(Items from a data source)
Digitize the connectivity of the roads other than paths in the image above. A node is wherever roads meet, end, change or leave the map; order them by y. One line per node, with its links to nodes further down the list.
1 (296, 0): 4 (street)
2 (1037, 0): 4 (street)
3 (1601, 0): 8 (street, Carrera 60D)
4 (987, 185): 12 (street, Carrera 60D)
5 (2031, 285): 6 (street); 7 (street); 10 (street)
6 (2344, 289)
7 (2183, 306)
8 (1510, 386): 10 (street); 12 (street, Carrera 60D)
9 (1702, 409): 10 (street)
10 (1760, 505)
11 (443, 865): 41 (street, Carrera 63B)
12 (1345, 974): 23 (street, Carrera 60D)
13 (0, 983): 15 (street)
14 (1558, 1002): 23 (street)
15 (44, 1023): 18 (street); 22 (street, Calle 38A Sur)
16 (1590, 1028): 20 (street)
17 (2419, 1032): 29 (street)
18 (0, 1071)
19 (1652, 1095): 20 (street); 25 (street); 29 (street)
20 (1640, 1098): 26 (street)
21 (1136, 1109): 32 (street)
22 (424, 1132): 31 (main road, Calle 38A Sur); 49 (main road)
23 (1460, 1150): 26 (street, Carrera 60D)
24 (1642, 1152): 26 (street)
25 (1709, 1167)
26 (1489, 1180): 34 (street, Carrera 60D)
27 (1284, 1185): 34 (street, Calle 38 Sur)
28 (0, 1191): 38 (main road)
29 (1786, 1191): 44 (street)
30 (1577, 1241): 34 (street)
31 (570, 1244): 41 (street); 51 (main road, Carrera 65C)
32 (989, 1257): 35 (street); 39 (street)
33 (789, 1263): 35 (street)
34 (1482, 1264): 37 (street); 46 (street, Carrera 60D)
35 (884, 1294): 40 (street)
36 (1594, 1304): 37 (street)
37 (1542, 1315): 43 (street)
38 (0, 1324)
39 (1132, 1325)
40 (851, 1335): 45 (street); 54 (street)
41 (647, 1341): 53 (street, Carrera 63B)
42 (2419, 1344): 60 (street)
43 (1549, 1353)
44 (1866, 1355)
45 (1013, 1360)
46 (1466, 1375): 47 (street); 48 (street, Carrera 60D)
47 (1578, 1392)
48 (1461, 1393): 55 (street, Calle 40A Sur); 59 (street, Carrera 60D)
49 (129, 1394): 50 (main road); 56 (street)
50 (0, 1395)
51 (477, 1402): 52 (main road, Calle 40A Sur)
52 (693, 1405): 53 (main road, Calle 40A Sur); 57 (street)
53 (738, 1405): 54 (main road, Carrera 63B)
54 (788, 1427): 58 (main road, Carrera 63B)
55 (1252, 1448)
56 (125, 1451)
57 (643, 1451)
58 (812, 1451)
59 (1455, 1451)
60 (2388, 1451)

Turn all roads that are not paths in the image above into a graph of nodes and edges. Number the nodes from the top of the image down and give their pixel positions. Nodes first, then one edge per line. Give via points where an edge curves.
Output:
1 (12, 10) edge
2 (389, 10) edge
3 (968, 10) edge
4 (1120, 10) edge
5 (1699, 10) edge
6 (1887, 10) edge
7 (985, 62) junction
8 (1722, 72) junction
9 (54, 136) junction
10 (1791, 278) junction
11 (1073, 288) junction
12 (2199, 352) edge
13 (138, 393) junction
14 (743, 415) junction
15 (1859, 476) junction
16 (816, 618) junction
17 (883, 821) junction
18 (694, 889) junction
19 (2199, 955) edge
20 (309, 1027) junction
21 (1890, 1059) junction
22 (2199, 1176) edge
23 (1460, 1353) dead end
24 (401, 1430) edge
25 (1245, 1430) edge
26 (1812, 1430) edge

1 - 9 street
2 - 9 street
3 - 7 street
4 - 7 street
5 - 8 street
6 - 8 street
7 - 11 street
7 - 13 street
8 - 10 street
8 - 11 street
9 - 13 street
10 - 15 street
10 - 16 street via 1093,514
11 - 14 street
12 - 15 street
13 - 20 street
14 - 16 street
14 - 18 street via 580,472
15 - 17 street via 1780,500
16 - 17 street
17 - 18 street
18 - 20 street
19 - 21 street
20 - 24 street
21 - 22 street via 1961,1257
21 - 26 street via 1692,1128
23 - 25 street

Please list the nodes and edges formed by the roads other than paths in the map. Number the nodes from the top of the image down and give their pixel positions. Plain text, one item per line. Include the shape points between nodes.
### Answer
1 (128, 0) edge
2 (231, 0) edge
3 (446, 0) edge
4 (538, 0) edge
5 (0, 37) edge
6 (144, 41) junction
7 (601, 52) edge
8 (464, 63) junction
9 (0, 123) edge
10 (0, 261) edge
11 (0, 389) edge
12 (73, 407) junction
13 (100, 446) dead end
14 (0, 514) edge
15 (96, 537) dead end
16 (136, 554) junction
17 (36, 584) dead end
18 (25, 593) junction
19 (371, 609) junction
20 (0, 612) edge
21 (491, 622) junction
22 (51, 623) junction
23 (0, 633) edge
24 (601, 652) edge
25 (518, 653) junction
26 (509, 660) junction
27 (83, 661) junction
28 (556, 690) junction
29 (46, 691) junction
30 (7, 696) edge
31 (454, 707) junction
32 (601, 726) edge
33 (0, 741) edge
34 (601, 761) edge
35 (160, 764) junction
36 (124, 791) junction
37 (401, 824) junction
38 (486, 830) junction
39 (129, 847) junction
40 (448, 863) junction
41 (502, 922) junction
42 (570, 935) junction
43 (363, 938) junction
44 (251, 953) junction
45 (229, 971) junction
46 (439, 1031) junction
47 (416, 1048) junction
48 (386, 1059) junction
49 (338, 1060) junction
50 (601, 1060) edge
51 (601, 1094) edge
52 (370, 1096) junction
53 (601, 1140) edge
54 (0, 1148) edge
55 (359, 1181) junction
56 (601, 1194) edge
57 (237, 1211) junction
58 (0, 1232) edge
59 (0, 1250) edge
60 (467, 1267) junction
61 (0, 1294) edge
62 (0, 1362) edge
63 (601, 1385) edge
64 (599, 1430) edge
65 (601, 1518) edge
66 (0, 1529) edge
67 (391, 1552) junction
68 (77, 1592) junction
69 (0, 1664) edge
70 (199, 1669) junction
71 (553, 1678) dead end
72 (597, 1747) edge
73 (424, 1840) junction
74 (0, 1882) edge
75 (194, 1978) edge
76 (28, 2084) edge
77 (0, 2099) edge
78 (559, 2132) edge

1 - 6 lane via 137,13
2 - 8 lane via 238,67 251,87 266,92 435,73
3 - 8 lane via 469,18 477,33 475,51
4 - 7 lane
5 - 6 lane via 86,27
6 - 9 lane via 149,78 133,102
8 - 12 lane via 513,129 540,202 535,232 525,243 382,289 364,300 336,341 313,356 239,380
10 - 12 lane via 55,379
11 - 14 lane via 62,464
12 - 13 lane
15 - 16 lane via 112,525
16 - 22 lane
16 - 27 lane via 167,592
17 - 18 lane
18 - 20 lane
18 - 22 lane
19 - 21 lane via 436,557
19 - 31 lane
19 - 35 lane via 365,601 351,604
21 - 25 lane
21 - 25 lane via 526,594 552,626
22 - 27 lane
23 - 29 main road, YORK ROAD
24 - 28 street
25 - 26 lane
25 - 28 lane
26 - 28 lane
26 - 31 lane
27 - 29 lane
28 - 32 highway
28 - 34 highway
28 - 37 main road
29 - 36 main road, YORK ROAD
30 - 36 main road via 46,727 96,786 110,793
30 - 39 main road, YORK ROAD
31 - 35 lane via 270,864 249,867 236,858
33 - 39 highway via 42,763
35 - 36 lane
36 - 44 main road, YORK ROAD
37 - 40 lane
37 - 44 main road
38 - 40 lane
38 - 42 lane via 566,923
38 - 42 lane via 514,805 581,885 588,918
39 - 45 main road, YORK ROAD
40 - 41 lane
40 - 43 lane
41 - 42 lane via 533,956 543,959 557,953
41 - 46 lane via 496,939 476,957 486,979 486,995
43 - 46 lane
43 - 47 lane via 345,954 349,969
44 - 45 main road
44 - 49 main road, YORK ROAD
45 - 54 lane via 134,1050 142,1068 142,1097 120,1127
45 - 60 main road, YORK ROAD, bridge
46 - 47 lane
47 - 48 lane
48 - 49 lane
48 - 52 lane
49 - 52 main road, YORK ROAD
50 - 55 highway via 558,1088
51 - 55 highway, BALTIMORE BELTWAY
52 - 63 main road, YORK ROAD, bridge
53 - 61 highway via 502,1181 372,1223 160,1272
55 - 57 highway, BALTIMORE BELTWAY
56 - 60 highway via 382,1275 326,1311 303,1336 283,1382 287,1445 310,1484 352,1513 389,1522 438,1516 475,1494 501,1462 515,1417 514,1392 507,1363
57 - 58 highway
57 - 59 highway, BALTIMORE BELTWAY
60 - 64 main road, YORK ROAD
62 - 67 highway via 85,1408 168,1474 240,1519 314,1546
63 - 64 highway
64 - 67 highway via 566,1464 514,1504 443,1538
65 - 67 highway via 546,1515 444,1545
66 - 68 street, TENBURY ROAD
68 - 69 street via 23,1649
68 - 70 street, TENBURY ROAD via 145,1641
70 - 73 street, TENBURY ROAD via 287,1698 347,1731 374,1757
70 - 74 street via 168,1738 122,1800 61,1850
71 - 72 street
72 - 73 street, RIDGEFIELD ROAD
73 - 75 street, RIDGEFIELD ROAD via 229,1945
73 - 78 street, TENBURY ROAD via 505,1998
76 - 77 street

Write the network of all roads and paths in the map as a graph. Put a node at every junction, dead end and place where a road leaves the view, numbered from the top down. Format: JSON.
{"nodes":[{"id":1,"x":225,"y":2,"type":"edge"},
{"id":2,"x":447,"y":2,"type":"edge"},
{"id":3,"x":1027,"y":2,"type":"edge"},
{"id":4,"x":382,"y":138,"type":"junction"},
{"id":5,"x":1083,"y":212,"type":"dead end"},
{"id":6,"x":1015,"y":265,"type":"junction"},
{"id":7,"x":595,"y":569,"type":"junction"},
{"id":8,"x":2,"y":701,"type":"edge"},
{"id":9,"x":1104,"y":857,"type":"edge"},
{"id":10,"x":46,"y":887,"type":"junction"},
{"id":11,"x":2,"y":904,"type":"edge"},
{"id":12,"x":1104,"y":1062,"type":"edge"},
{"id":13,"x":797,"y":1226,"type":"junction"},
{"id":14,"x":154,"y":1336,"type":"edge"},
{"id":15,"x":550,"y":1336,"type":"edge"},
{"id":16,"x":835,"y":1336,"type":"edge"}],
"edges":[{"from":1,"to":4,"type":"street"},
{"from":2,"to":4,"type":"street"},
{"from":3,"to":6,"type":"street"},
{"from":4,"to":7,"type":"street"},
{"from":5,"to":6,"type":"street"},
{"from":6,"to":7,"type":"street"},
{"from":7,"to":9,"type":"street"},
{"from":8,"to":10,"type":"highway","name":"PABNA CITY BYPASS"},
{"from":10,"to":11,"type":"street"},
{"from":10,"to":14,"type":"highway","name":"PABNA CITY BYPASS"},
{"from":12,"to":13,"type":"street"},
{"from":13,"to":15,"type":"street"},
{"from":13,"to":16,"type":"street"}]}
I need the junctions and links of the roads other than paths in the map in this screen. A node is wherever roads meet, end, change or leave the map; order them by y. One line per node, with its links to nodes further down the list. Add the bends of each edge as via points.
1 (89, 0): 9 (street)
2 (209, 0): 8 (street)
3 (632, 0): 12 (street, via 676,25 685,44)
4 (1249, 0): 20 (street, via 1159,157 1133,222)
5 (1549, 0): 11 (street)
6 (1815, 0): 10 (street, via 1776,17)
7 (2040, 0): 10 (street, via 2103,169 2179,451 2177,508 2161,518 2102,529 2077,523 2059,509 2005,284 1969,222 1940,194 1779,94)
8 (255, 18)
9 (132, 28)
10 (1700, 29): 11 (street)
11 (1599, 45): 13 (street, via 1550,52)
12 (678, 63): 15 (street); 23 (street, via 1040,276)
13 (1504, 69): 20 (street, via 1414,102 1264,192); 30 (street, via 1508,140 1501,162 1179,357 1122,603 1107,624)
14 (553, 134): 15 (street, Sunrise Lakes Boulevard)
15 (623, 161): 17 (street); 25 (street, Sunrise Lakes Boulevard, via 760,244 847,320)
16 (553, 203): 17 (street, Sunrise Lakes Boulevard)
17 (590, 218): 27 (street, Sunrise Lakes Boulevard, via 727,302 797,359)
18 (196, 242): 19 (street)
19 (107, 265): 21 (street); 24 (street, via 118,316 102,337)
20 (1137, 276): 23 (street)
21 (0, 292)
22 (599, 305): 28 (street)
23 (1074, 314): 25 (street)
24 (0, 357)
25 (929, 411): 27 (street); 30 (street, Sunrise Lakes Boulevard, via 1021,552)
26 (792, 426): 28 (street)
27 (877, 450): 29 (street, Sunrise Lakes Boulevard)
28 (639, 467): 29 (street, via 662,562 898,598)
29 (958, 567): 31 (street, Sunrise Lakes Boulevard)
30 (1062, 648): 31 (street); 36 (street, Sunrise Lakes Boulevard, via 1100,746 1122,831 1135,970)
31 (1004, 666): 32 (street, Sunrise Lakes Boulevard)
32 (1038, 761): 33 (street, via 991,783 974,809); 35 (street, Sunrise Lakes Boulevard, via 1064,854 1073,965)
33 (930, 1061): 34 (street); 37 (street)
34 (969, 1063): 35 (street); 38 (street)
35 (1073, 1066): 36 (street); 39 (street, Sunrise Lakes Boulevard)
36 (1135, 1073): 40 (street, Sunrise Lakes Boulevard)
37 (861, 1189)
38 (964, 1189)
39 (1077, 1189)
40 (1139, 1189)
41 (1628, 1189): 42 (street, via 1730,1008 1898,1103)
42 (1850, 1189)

**What to produce:** Tell how many lines in the data contain the word "above", answering with that number and no other text.

**Your response:** 2